Where in the data below does the word "Ludwig" appear? Copy every line that has it.

SOURCE DATA below:

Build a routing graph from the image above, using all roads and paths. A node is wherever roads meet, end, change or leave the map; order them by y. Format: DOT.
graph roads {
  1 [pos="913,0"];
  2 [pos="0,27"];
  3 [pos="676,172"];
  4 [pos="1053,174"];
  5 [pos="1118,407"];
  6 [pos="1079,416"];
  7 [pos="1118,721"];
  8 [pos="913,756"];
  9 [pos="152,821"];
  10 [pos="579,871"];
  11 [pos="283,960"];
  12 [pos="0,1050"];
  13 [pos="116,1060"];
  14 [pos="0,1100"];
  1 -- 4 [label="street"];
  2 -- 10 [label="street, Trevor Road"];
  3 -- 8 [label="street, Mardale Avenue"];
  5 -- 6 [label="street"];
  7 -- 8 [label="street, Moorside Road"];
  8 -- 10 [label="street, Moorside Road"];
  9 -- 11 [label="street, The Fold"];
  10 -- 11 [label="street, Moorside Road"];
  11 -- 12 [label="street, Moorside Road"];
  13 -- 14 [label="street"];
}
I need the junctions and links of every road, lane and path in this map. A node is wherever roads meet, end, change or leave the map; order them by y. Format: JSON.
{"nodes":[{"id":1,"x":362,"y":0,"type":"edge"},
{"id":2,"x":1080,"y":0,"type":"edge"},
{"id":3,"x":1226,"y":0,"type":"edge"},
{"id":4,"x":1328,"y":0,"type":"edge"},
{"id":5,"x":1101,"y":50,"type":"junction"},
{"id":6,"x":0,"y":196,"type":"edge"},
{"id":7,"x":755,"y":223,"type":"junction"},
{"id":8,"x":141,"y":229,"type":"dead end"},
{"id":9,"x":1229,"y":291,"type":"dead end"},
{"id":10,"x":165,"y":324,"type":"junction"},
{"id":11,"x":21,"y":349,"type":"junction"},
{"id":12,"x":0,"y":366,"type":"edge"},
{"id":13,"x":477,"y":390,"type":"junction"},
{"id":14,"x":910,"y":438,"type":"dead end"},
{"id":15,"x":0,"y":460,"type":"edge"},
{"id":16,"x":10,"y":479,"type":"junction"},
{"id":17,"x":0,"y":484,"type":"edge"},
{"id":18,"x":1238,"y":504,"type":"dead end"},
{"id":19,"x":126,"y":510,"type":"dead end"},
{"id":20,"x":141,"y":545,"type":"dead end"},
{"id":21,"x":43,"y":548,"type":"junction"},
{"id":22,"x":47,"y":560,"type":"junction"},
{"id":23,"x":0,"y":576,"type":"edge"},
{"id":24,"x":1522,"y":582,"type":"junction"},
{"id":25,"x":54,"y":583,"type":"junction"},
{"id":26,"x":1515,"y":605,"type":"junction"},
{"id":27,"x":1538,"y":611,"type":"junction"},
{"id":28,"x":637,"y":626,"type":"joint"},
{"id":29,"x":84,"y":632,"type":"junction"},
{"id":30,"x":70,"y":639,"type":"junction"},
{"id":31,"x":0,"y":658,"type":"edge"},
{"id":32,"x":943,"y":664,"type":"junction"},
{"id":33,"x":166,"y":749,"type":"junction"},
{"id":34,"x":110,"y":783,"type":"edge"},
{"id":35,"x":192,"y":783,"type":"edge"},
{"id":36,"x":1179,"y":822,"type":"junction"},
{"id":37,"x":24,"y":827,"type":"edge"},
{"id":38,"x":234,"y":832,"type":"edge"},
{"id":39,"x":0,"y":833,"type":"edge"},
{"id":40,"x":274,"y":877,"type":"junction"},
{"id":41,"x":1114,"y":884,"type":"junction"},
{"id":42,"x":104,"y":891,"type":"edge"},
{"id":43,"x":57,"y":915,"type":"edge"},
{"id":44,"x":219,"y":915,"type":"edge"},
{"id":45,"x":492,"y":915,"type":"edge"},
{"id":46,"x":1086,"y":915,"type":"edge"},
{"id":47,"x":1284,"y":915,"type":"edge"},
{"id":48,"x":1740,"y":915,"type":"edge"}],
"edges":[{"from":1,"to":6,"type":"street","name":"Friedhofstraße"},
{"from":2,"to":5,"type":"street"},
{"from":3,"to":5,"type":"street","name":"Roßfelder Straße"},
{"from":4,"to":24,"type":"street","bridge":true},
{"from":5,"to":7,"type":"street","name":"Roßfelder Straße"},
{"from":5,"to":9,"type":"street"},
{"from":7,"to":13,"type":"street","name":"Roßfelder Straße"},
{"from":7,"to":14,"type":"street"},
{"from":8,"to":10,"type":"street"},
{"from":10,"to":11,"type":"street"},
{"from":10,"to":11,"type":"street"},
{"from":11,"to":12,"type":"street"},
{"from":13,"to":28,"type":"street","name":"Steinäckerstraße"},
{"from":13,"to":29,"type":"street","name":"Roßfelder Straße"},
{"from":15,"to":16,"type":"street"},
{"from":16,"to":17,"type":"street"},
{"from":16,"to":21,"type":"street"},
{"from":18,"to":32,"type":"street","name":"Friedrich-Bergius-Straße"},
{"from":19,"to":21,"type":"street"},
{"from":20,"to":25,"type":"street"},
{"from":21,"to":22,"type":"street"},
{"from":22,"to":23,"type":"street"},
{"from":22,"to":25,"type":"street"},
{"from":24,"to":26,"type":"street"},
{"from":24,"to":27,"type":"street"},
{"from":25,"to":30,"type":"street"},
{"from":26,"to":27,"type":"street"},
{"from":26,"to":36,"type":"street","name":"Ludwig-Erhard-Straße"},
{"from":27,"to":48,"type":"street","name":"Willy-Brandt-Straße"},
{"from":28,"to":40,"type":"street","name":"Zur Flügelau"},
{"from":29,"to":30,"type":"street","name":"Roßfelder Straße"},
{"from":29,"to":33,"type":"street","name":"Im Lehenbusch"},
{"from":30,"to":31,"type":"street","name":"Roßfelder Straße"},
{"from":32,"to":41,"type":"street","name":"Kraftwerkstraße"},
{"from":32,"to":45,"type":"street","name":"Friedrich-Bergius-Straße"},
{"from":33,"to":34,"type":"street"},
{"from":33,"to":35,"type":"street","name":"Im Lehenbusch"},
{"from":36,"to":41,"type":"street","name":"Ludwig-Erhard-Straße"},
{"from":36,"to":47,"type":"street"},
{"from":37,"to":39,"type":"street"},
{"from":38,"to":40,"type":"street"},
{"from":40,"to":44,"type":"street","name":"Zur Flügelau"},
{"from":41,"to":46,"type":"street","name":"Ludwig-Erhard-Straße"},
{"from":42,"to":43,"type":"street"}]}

End of SOURCE DATA.

REPLY TO THE TASK:
{"from":26,"to":36,"type":"street","name":"Ludwig-Erhard-Straße"},
{"from":36,"to":41,"type":"street","name":"Ludwig-Erhard-Straße"},
{"from":41,"to":46,"type":"street","name":"Ludwig-Erhard-Straße"},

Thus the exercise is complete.